6
votes

NOTE: This is not a duplicate, I have specific requirements other than related questions.

To start with, I want to plot the spectrum of an audio file (.wav) just like what audacity does (similar: How to draw a frequency spectrum from a Fourier transform).

So far I am able to read and write wav files. But my problem is I don't know exactly what values I need to pass to the FFT function. By the way I am using Exocortex for FFT in C#. The FFT function requires me to pass an array of complex numbers with the right size (512, 1024, ... I presume), an optional integer parameter for length, and the fourier direction (forward/backward).

Specific Questions:

  1. The Complex (class) from the Exocortex library has two values namely Real and Imaginary. I have the array of samples, so which should be real and which should be Imaginary?
  2. I have the wav file, so the length should be assumed variable. How do I pass that to the FFT function? Should I select a size (512/1024/etc), divide the the entire samples to the size, then pass all of it to the FFT?
  3. How do i know what frequencies should be listed down on the x-axis?
  4. How do I plot the FFT'ed data? (I want the x-axis to be frequency, and y-axis in decibels)

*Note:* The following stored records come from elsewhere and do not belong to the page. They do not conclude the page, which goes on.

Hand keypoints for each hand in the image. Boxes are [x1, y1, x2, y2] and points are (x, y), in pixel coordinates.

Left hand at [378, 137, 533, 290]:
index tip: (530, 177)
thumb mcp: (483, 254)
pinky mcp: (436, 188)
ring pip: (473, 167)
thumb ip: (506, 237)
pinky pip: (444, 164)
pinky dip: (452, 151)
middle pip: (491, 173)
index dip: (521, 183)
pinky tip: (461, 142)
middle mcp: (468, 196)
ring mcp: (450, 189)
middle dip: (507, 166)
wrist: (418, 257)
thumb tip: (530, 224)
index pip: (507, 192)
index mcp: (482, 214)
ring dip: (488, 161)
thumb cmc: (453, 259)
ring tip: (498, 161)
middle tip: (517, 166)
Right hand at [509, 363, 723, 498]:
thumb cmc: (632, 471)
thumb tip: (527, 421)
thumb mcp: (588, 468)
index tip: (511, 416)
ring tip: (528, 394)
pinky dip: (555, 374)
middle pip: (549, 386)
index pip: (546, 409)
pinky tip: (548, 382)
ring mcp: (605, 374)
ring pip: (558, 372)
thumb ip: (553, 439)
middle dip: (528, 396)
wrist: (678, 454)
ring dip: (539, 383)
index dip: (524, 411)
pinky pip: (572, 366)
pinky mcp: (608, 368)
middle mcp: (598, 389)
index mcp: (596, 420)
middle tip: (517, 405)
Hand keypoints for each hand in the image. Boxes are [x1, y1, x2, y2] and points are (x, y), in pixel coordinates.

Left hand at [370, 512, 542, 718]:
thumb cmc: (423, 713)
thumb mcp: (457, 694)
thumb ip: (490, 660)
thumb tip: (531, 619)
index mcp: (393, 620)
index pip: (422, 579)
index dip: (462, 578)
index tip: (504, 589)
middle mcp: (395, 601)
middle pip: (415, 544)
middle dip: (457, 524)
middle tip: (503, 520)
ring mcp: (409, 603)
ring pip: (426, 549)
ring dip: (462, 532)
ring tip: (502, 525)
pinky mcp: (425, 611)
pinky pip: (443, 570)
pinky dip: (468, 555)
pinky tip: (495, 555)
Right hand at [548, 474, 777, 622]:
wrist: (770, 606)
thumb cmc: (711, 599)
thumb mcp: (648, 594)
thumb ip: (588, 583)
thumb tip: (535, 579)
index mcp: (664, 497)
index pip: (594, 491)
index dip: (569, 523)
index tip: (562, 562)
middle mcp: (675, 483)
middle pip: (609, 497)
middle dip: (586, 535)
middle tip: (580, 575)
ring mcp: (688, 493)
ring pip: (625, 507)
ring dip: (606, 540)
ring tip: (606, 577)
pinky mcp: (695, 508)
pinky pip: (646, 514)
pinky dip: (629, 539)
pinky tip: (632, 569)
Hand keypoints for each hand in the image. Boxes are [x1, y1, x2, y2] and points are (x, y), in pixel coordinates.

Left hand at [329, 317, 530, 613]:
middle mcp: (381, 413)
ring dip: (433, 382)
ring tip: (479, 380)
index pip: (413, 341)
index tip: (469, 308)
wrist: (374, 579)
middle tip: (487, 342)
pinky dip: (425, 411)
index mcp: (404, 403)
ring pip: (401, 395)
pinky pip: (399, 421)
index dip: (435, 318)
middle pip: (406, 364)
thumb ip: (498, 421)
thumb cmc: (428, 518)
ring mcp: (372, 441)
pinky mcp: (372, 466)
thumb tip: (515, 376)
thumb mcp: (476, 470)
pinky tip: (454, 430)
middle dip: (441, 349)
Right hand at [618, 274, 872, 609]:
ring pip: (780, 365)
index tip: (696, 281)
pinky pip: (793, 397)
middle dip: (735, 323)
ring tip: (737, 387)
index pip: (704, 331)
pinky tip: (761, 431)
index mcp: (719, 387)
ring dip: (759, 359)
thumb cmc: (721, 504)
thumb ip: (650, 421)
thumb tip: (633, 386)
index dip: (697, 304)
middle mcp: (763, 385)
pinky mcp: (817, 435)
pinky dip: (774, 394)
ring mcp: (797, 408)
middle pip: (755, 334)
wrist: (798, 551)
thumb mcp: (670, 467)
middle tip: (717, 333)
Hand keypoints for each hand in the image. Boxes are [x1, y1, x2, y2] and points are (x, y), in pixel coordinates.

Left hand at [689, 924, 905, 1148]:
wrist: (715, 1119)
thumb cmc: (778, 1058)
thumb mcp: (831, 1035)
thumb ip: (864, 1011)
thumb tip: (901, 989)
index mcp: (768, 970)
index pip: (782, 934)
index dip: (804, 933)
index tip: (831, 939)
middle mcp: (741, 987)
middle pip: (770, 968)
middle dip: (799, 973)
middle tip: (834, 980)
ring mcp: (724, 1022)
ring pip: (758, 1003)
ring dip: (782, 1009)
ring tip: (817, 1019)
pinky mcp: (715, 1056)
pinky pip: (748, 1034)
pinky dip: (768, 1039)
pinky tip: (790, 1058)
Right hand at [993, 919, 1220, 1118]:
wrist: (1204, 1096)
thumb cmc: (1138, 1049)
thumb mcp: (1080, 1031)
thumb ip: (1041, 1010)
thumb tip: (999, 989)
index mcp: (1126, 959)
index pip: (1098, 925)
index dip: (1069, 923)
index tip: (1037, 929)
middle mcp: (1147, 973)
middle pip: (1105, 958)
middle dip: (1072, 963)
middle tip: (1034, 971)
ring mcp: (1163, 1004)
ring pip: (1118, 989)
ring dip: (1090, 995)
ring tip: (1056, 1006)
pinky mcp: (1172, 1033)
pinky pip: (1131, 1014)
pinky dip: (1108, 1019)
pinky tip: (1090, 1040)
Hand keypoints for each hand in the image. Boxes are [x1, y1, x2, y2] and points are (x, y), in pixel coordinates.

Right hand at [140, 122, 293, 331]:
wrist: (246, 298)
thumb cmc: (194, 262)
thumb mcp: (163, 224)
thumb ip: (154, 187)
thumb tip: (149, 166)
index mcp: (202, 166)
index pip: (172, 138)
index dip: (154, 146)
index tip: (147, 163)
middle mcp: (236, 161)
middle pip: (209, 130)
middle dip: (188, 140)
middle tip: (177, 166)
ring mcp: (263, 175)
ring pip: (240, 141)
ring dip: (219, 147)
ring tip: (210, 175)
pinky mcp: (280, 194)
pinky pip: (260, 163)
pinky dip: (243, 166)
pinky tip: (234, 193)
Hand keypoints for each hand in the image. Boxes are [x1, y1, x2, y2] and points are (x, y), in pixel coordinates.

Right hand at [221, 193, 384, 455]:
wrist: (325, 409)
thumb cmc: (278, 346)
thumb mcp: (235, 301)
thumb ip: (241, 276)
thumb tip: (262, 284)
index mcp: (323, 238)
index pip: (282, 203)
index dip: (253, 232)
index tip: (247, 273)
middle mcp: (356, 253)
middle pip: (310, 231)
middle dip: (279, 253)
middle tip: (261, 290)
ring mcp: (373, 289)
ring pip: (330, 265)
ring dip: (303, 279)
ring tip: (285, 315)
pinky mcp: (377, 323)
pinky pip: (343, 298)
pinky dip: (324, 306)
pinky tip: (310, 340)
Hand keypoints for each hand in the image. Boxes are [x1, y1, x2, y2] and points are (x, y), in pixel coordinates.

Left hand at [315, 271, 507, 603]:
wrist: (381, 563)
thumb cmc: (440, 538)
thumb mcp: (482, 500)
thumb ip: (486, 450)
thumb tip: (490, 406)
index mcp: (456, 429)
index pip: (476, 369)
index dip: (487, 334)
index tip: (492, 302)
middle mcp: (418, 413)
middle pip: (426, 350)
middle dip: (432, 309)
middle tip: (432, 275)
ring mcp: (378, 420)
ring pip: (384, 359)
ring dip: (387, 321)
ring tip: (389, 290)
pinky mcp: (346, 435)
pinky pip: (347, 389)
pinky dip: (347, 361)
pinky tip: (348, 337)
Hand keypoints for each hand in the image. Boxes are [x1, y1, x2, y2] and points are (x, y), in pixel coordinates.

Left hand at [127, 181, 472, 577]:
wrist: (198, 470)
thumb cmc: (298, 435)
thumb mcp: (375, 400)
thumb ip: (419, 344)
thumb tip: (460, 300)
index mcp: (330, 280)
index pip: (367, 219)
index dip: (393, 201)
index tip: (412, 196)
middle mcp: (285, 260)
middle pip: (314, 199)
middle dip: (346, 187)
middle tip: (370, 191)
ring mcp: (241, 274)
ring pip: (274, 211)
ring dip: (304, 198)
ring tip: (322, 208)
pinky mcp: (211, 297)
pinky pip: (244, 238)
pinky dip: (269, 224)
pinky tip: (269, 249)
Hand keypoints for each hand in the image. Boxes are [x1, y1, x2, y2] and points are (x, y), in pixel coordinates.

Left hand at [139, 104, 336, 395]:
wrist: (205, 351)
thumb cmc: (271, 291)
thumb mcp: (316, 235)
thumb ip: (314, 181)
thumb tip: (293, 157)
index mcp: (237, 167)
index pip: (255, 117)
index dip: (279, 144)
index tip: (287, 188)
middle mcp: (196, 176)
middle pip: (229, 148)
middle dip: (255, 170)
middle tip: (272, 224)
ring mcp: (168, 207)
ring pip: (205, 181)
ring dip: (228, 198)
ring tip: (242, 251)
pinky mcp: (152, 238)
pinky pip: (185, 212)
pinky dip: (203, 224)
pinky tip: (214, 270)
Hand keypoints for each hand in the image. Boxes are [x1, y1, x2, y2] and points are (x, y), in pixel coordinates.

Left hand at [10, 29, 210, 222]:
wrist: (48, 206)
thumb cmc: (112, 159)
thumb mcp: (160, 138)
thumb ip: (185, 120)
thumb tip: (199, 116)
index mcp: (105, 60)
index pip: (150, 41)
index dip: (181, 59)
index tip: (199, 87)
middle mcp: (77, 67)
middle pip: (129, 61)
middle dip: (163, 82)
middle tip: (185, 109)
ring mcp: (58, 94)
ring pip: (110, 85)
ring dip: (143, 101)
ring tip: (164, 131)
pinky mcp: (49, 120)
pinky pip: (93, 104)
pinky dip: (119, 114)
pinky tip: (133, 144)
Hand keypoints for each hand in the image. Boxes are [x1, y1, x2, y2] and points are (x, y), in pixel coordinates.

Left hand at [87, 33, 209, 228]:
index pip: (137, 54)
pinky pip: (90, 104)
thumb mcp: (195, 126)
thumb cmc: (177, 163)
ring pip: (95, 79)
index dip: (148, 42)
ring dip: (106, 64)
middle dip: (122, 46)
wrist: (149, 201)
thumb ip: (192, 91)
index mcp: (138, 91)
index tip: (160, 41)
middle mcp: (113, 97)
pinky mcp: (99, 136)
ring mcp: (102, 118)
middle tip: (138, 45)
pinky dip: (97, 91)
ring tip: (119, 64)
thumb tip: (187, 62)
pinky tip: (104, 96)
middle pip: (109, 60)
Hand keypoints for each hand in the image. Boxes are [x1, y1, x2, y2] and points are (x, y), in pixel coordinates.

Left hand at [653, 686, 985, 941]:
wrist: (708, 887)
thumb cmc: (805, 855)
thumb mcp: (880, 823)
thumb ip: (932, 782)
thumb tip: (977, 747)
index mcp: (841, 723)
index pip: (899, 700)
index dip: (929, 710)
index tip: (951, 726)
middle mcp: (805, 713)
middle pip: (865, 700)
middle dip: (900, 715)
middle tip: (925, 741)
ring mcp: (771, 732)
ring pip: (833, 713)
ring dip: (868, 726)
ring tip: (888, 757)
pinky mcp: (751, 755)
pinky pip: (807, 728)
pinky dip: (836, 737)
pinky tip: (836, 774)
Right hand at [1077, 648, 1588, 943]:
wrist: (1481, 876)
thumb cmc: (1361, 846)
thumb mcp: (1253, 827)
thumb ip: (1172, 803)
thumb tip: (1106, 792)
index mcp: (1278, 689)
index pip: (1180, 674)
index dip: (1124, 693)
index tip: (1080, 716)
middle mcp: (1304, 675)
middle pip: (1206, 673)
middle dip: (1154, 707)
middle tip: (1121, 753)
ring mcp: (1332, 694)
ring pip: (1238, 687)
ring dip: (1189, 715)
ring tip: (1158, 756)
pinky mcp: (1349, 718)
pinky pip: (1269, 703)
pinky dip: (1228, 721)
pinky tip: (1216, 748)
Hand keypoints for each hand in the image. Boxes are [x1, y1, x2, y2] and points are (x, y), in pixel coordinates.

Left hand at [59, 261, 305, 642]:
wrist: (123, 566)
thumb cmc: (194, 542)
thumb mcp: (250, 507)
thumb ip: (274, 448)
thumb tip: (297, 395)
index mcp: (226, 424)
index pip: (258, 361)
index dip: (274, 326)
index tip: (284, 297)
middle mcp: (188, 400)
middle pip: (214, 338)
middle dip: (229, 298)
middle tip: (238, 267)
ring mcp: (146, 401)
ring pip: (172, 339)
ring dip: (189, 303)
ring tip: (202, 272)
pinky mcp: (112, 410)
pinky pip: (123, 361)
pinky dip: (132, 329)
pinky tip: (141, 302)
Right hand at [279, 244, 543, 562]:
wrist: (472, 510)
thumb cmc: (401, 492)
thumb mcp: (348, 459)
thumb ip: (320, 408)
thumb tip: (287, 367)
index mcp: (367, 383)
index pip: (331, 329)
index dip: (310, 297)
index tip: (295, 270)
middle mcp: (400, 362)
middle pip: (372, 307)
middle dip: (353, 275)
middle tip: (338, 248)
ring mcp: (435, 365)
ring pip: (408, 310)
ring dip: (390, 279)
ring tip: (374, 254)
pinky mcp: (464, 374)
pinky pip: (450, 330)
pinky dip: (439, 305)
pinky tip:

If you don't get what I mean, then try to use Audacity, import an audio file, then click Analyze > Plot Spectrum. Those are the things want to recreate. Please answer my question in details because I really want to learn this. I only have a little background on this. I am just a newbie in digital signal processing. Also as much as possible please don't direct me to other FFT sites because they don't answer my question specifically.


EDIT:

I've done some reading and found out how to FFT an audio data but only in powers of 2. So how do I do the same in an audio file with a length that's not of powers of 2? According to some I need to use "window". I've also done some searching about it and found out that it only takes an portion of the waveform to be processed later. Remember above that I want to get the FFT of the audio file not a portion of it. So what should I do now? Please help :(

1
Regarding your note - 1. You are asking too much for a single question. This is more Math stuff and you'll get much better (and more) answers in forums dedicated to it. 2. If your files contains a number of samples which is not a power of two, you need to pad it with zeros to make it's size a power of two. This is a limitation of FFT. 3. Basically using a window is done to perform the FFT on a portion of your data (if that is what you need). But it goes much deeper, there are different windows with different effects.Vadim
What you are trying to generate is called a spectrogram. You would be better to ask how to plot a spectrogram than to ask about the spectrum.Ross Bencina

1 Answers

7
votes

The signature is

public static void  FFT( float[] data, int length, FourierDirection direction )
  1. You pass an array of complex numbers, represented as pairs. Since you only have real numbers (the samples), you should put your samples in the even locations in the array - data[0], data[2], data[4] and so on. Odd locations should be 0, data[1] = data[3] = 0...
  2. The length is the amount of samples you want to calculate your FFT on, it should be exactly half of the length of the data array. You can FFT your entire WAV or parts of it - depends on what you wish to see. Audacity will plot the power spectrum of the selected part of the file, if you wish to do the same, pass the entire WAV or the selected parts.
  3. FFT will only show you frequencies up to half of your sampling rate. So you should have values between 0 and half your sampling rate. The amount of values depends on the amount of samples you have (the amount of samples will affect the precision of the calculation)
  4. Audacity plots the power spectrum. You should take each complex number pair in the array you receive and calculate its ABS. ABS is defined as sqrt(r^2+i^2). Each ABS value will correspond to a single frequency.

Here's an example of a working code:

float[] data = new float[8];
data[0] = 1; data[2] = 1; data[4] = 1; data[6] = 1;
Fourier.FFT(data, data.Length/2, FourierDirection.Forward);

I'm giving it 4 samples, all the same. So I expect to get something only at frequency 0. And indeed, after running it, I get

data[0] == 1, data[2] == 1, data[4] == 1, data[6] == 1

And others are 0.

If I want to use the Complex array overload

Complex[] data2 = new Complex[4];
data2[0] = new Complex(1,0);
data2[1] = new Complex(1, 0);
data2[2] = new Complex(1, 0);
data2[3] = new Complex(1, 0);
Fourier.FFT(data2,data2.Length,FourierDirection.Forward);

Please note that here the second parameter equals the length of the array, since each array member is a complex number. I get the same result as before.

I think I missed the complex overload before. I seems less error prone and more natural to use, unless your data already comes in pairs.